* Records supplied *
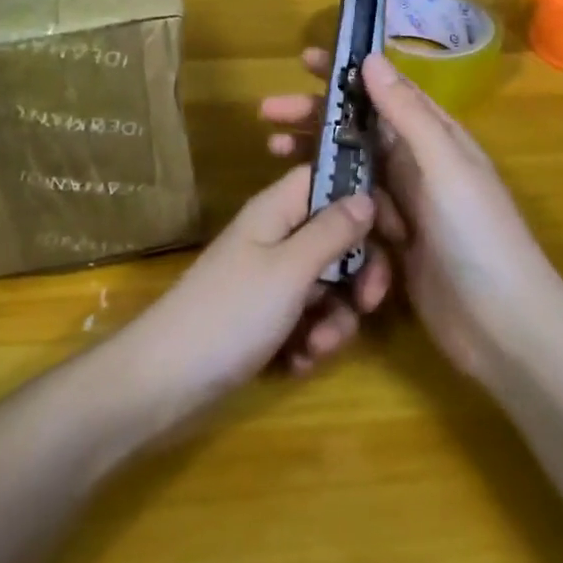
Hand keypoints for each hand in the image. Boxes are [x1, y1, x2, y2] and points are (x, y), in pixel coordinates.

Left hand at [120, 163, 392, 424]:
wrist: (164, 382)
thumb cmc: (230, 314)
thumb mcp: (289, 270)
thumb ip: (332, 232)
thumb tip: (367, 195)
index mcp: (277, 210)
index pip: (330, 181)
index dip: (365, 199)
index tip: (397, 234)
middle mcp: (276, 237)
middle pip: (337, 238)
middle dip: (358, 275)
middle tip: (370, 305)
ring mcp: (270, 280)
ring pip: (328, 285)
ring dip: (334, 319)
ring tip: (315, 348)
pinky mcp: (266, 318)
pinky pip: (307, 319)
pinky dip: (310, 341)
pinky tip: (297, 363)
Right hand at [262, 51, 562, 381]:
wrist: (503, 327)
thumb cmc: (478, 235)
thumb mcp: (444, 165)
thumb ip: (407, 113)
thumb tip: (371, 58)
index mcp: (434, 137)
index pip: (383, 91)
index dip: (345, 74)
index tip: (304, 60)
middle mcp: (416, 165)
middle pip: (357, 129)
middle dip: (314, 116)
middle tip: (268, 111)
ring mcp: (402, 206)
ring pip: (348, 168)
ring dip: (312, 156)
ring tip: (271, 149)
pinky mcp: (389, 244)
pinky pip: (349, 212)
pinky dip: (324, 202)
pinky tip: (294, 203)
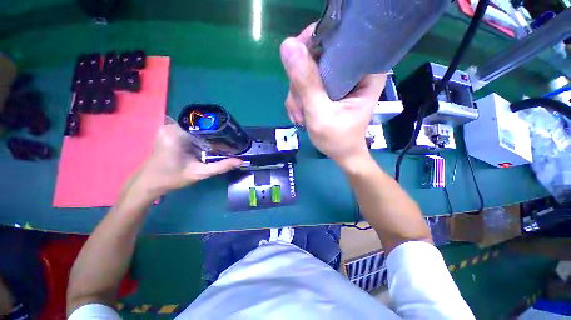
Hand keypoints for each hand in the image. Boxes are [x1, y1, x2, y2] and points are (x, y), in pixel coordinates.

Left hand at [129, 122, 241, 199]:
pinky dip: (202, 137)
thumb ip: (221, 166)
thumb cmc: (172, 178)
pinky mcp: (170, 132)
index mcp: (177, 133)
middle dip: (217, 133)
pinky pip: (191, 131)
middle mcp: (173, 126)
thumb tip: (240, 161)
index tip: (232, 137)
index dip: (221, 130)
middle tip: (230, 141)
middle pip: (202, 125)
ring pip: (197, 128)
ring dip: (210, 135)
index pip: (205, 124)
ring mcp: (170, 128)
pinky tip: (210, 145)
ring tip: (224, 142)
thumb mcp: (199, 173)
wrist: (148, 183)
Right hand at [280, 24, 386, 168]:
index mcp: (364, 70)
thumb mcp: (321, 113)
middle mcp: (352, 69)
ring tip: (302, 117)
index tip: (298, 66)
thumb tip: (288, 46)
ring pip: (306, 74)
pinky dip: (299, 102)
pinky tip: (301, 116)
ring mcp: (337, 79)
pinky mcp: (327, 89)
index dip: (312, 46)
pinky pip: (304, 86)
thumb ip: (307, 83)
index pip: (336, 38)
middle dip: (301, 85)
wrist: (341, 153)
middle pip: (315, 58)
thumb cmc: (338, 138)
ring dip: (297, 97)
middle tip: (302, 109)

* What is being asked *
Write out every record above exactly as it stands, but leave out the pictures.

* Solution to the problem *
Hand keypoints for each hand in the image. Boxes are [x1, y1, x2, y2] and points are (x, y), in pixel coordinates.

Left hand at [120, 163, 392, 424]:
wrist: (164, 382)
thumb cmc: (230, 314)
thumb mcp: (289, 270)
thumb ip: (332, 232)
thumb tip: (367, 195)
index mcp: (277, 210)
index pip: (330, 181)
index dip: (365, 199)
index tip: (397, 234)
middle mcp: (276, 237)
middle pip: (337, 238)
middle dip: (358, 275)
middle tip: (370, 305)
ring mcp: (270, 280)
ring pip: (328, 285)
ring dip: (334, 319)
ring tip: (315, 348)
pinky mcp: (266, 318)
pinky pip: (307, 319)
pinky dip: (310, 341)
pinky tip: (297, 363)
Right hand at [262, 51, 562, 381]:
wrist: (503, 327)
thumb cmc: (478, 235)
thumb mcp: (444, 165)
thumb ip: (407, 113)
thumb tip: (371, 58)
index mcp: (434, 137)
index pip: (383, 91)
index dip: (345, 74)
index tip: (304, 60)
middle mcp: (416, 165)
middle pip: (357, 129)
middle dip: (314, 116)
middle tip: (268, 111)
ring mcp: (402, 206)
ring pip: (348, 168)
ring dip: (312, 156)
ring tip: (271, 149)
pinky mcp: (389, 244)
pinky pip: (349, 212)
pinky dip: (324, 202)
pinky tip: (294, 203)
Hand keypoints for each hand in the image. Boxes are [x1, y1, x2, y2] and points are (x, y), in pixel coordinates.

Left hand at [129, 122, 241, 199]:
pinky dip: (202, 137)
thumb ip: (221, 166)
thumb cmc: (172, 178)
pinky mcp: (170, 132)
index mcp: (177, 133)
middle dip: (217, 133)
pinky pip: (191, 131)
middle mcp: (173, 126)
thumb tip: (240, 161)
index tip: (232, 137)
index dip: (221, 130)
middle tip: (230, 141)
middle pip: (202, 125)
ring pip: (197, 128)
ring dip: (210, 135)
index pip: (205, 124)
ring mcp: (170, 128)
pinky tip: (210, 145)
ring tip: (224, 142)
thumb mcp: (199, 173)
wrist: (148, 183)
Right hand at [280, 24, 386, 168]:
index mcp: (364, 70)
thumb mcp: (321, 113)
middle mcp: (352, 69)
ring tip: (302, 117)
index tip: (298, 66)
thumb tip: (288, 46)
ring pip: (306, 74)
pinky dip: (299, 102)
pinky tip: (301, 116)
ring mcp: (337, 79)
pinky mcp: (327, 89)
index dip: (312, 46)
pinky pip: (304, 86)
thumb ip: (307, 83)
index pip: (336, 38)
middle dip: (301, 85)
wrist: (341, 153)
middle pip: (315, 58)
thumb cmc: (338, 138)
ring dip: (297, 97)
middle tip: (302, 109)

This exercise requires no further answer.